Автор особо сосредоточился на космогонических представлениях, представленных в Голубиной книге, ее связи с ветхо- и новозаветными апокрифами, особенно детально разбирая знаменитый «Сон о Правде и Кривде». Он опирается на работы своих старших предшественников Ф. Буслаева и А. Веселовского, но следует им не слепо, а порою полемизируя и уточняя существенные с его точки зрения детали. В этой книге впервые предпринимается попытка проследить время, а для некоторых списков – и место возникновения той или иной версии Голубиной книги, связь с богомильской ересью. В настоящее время высказанные В.Н. Мочульским взгляды на Голубиную книгу преобладают над всеми прочими. С его точки зрения основу стиха составляют библейские мотивы, а также народные легенды, возникшие из своеобразно понятых сюжетов Библии.
Вместе с тем сегодня кажется не вполне правильным считать, что Голубиная книга целиком обязана своим возникновением христианской мифологии. Житие Авраамия Смоленского, бесценный памятник древнерусской литературы, написанное примерно в 1224–1237 гг., упоминает о том, что он читал некие «глубинныя книгы» – надо полагать, апокрифы. Но, возможно, эти таинственные книги уже содержали и отголоски языческих представлений. Основанием для подобного предположения, распространяющегося и на доступные нам списки Голубиной книги служит сходство содержащихся в нем космогонических представлений с общеиндоевропейскими и дохристианскими славянскими. Неоднократно высказывалось даже суждение, что перед нами – славянский космогонический миф, облеченный внешне в православную форму, как ее представляли простые люди.
В недавнее время (1970‐е гг.) такой точки зрения придерживался, в частности, В.Н. Топоров, обращая внимание на общераспространенность представления о происхождении Вселенной из тела космического первочеловека. Он пытался проследить связь стиха с творениями гностиков начала нашей эры, например, Валентина (II в. н. э.). Могло ли случиться, что неведомые сочинители его были знакомы с трудами античных гностиков? Это кажется почти невероятным, но то, что какие-то взгляды гностиков перешли «по наследству» к богомилам, не вызывает сомнений. Богомильские же идеи на Руси, несомненно, известны были.

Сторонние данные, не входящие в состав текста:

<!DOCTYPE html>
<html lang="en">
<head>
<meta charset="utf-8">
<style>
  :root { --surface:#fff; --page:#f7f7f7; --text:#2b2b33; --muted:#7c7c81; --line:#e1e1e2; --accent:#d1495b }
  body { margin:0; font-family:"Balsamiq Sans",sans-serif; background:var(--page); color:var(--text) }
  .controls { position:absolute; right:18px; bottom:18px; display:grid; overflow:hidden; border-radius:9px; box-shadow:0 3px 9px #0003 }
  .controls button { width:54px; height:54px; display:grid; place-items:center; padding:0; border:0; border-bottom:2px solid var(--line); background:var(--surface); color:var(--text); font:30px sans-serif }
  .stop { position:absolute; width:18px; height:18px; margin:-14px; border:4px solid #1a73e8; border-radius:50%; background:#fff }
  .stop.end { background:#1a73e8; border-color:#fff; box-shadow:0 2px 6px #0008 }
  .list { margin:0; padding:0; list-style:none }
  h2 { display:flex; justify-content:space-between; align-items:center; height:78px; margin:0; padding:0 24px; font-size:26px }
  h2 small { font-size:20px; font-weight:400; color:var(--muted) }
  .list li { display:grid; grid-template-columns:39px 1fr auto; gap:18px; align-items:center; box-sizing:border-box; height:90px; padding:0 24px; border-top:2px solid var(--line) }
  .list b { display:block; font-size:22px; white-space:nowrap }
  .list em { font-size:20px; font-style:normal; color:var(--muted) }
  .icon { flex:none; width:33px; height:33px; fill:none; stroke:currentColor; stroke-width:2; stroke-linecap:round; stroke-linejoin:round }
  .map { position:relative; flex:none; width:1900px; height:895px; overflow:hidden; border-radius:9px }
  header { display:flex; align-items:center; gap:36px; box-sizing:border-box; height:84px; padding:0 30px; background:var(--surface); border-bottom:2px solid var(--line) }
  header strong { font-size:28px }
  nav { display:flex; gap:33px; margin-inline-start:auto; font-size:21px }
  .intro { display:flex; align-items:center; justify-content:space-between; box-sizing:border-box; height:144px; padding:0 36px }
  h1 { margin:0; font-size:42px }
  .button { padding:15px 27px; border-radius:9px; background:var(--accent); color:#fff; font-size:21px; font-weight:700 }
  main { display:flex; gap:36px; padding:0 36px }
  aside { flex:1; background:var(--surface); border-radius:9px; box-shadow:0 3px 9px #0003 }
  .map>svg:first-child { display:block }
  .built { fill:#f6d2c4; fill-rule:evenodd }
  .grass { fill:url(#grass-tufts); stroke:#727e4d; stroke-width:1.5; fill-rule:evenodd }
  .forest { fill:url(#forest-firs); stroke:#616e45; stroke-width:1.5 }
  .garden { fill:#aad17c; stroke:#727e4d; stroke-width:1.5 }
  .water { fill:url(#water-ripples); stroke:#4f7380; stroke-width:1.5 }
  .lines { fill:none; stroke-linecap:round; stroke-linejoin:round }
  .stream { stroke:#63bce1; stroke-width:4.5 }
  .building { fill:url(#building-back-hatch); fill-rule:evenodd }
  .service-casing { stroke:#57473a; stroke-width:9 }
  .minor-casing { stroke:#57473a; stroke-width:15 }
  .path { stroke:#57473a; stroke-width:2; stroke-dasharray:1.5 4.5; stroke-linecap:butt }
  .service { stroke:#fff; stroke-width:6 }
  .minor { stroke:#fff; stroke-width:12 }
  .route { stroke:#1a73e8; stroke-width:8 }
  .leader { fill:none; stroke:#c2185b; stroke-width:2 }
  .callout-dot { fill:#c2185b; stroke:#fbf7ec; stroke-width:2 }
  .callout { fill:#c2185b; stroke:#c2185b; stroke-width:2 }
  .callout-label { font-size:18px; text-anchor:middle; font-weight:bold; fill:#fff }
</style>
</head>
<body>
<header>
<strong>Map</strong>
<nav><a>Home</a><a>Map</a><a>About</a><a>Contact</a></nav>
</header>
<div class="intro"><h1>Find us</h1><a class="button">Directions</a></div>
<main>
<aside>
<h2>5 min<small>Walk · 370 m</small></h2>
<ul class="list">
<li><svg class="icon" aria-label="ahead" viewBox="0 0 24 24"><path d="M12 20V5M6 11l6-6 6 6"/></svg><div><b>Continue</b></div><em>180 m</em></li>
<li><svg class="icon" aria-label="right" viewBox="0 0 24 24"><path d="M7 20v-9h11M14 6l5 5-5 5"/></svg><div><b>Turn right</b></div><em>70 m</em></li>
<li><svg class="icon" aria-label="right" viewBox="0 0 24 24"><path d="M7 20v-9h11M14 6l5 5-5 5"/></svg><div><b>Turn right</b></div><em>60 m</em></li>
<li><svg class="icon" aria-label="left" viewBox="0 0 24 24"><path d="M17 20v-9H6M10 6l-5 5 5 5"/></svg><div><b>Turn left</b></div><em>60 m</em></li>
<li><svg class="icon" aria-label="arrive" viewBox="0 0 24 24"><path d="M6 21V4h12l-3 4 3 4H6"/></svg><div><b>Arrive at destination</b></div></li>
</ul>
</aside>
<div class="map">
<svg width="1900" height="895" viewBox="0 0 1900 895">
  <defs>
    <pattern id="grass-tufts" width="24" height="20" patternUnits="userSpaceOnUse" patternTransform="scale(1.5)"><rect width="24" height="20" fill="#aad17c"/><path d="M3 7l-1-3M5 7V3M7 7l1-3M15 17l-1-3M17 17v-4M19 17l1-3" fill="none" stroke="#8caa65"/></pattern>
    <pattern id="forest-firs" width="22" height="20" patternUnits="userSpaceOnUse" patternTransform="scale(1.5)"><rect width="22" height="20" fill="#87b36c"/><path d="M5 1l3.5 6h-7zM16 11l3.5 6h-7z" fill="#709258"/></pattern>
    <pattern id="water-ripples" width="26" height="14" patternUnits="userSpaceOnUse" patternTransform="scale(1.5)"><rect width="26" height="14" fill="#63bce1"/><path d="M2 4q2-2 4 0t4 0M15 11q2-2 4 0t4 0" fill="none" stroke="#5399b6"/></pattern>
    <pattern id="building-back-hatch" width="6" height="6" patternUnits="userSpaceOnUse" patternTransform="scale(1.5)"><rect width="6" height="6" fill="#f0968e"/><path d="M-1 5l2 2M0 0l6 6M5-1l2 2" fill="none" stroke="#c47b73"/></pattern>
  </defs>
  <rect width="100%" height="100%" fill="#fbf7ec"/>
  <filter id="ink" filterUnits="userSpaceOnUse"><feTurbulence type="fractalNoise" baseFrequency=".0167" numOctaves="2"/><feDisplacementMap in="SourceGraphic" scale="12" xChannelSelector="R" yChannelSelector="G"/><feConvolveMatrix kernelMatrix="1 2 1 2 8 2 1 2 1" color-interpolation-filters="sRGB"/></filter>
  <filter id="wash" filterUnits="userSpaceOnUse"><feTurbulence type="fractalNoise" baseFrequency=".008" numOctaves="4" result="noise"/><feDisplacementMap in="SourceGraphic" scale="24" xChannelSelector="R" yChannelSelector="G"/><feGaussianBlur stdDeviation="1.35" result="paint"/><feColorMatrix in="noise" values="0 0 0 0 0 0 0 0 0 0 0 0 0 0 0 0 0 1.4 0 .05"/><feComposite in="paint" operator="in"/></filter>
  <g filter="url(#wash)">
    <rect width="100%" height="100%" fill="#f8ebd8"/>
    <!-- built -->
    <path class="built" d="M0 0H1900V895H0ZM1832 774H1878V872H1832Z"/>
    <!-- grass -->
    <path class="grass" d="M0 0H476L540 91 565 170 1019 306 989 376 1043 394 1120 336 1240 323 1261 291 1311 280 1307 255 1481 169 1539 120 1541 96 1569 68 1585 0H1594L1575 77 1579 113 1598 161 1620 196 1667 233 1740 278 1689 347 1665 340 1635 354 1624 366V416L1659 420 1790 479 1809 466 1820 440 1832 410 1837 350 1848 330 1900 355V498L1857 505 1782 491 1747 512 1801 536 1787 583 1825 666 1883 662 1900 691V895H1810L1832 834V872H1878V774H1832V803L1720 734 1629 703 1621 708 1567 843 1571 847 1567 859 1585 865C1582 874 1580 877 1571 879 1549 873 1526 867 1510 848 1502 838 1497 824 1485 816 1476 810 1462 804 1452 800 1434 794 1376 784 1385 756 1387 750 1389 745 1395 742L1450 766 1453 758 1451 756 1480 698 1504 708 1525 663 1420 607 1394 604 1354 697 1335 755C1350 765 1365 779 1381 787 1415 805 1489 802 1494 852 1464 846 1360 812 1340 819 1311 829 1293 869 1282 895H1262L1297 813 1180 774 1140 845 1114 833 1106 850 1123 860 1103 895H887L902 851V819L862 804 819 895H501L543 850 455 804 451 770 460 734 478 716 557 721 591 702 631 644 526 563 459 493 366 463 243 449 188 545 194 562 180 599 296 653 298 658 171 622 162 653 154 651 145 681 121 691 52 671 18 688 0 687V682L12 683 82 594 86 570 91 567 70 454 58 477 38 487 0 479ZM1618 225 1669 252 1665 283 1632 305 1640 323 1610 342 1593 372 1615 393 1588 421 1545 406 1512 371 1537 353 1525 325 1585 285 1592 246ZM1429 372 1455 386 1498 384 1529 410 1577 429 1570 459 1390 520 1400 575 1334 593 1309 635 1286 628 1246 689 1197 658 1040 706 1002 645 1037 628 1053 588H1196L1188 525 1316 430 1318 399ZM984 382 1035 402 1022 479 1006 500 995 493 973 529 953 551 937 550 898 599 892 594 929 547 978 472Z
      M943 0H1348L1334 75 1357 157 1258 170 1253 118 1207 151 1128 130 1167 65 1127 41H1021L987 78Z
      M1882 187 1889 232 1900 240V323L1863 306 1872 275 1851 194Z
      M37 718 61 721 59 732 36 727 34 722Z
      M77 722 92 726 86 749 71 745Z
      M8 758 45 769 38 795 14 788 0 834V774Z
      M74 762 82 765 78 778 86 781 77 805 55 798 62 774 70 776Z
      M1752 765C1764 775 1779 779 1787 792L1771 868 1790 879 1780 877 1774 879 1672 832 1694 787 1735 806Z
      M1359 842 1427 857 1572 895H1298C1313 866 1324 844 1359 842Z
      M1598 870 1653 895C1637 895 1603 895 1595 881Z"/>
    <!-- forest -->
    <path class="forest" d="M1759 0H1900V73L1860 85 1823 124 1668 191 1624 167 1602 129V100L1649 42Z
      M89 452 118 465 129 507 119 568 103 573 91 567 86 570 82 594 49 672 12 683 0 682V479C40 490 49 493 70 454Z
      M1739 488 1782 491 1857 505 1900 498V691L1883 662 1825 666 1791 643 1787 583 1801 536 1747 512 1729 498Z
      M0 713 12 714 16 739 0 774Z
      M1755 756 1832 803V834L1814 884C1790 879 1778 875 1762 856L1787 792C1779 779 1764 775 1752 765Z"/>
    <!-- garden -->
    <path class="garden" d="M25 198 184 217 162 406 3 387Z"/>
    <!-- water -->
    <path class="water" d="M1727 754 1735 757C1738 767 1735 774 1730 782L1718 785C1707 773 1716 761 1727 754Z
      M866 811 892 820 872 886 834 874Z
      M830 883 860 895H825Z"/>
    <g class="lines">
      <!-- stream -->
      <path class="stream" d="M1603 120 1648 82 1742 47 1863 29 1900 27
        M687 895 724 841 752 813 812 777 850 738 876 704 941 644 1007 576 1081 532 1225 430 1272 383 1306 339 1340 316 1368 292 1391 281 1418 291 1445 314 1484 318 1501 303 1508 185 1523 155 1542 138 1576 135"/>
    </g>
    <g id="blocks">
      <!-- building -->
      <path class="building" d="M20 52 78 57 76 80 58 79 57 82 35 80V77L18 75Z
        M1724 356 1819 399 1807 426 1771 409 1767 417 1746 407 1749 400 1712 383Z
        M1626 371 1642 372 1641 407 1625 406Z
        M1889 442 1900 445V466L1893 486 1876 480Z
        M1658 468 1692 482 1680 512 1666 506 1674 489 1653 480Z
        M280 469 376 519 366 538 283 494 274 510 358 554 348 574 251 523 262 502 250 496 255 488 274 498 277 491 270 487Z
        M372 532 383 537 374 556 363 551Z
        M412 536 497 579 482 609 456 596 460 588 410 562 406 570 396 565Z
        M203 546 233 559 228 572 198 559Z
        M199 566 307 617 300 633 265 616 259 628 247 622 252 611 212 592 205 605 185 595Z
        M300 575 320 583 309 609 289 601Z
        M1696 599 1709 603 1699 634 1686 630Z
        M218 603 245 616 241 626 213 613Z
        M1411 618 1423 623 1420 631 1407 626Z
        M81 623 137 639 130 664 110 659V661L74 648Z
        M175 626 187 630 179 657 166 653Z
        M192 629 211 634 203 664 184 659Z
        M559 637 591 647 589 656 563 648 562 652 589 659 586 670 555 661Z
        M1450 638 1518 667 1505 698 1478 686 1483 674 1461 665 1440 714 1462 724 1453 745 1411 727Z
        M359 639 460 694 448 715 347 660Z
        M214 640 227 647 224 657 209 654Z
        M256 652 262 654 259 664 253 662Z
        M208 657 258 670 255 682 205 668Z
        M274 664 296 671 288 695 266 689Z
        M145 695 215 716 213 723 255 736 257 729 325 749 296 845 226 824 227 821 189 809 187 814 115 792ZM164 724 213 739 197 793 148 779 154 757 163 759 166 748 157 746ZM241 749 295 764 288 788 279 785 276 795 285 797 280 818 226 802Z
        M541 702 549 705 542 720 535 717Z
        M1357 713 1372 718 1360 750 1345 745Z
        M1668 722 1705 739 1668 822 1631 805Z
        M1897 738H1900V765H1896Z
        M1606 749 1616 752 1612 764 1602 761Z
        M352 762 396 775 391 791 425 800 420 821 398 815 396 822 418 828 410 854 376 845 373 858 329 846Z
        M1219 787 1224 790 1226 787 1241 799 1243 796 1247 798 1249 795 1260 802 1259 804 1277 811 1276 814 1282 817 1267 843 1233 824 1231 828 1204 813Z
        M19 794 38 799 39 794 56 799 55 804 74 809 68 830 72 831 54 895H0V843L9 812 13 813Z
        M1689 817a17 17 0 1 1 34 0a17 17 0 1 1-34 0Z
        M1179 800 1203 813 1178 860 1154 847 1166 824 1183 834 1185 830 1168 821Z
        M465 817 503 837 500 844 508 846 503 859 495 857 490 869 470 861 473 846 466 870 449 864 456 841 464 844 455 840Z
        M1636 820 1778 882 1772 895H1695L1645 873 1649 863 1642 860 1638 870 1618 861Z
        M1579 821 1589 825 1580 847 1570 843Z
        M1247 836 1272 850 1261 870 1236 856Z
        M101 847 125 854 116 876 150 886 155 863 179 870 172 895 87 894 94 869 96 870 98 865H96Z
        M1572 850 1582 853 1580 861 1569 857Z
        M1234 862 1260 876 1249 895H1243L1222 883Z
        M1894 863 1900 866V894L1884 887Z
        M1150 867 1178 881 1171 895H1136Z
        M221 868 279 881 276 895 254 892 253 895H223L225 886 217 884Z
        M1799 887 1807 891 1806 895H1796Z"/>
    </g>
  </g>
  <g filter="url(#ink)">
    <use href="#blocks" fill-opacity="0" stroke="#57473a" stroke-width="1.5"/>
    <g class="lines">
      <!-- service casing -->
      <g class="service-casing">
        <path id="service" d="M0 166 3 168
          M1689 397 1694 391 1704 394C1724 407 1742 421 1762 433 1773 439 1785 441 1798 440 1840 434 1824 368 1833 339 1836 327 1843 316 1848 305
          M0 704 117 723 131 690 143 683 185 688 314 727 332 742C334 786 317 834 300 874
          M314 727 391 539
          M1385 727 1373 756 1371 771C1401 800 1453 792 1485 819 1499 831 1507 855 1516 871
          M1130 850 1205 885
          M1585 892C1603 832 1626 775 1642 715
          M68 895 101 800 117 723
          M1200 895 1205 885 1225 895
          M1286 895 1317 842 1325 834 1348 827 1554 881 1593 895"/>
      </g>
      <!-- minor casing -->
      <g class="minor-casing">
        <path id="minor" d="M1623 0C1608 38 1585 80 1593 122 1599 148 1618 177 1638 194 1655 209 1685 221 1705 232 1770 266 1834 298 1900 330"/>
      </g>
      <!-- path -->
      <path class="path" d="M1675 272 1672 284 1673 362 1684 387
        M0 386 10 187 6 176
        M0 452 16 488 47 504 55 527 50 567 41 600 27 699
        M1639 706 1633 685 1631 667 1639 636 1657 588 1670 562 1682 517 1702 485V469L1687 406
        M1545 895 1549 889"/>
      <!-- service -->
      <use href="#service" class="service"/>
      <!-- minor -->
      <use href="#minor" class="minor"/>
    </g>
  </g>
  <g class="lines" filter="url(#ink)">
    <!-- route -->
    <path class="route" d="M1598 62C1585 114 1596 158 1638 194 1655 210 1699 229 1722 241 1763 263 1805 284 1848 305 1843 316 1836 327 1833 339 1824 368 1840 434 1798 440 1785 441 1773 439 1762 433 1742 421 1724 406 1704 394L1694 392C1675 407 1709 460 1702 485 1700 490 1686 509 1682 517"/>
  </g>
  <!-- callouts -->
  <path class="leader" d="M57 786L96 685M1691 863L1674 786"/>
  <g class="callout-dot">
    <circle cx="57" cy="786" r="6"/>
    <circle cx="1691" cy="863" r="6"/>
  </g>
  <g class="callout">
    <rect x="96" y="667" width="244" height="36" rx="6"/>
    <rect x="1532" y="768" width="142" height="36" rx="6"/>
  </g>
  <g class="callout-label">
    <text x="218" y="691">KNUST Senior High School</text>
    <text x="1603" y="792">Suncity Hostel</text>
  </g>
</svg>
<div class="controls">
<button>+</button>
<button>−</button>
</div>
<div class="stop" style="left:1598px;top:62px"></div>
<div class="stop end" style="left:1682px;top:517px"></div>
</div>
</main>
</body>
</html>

В.Н. Мочульский делает упор именно на библейские и христианские источники текста, пусть даже и апокрифические. И он, несомненно, во многих отношениях прав, что и доказывает большое число приводимых им текстов и параллелей. Но если Голубиная книга возникает ранее XV в., пусть даже не как единое целое, то отбрасывать предположение о ее языческом происхождении неправильно. Справедливее считать, что доступный нам текст, впервые опубликованный только в XIX в., появляется как следствие длительного складывания и фактически самостоятельного бытования отдельных его составных частей, предположительно, сложенных только в позднее время. Проследить все изменения, которые претерпевал «центральный образ» русского духовного стиха на протяжении веков существования, сегодня едва ли возможно, поскольку перед нами образец в первую очередь устной народной традиции, а из этого следует существование великого множества вариантов памятника. Не случайно только В.Н. Мочульский сам упоминает несколько десятков списков стиха, а если же допустить, что сейчас их известно несколько больше, то вполне естественно находить в записанных текстах разночтения.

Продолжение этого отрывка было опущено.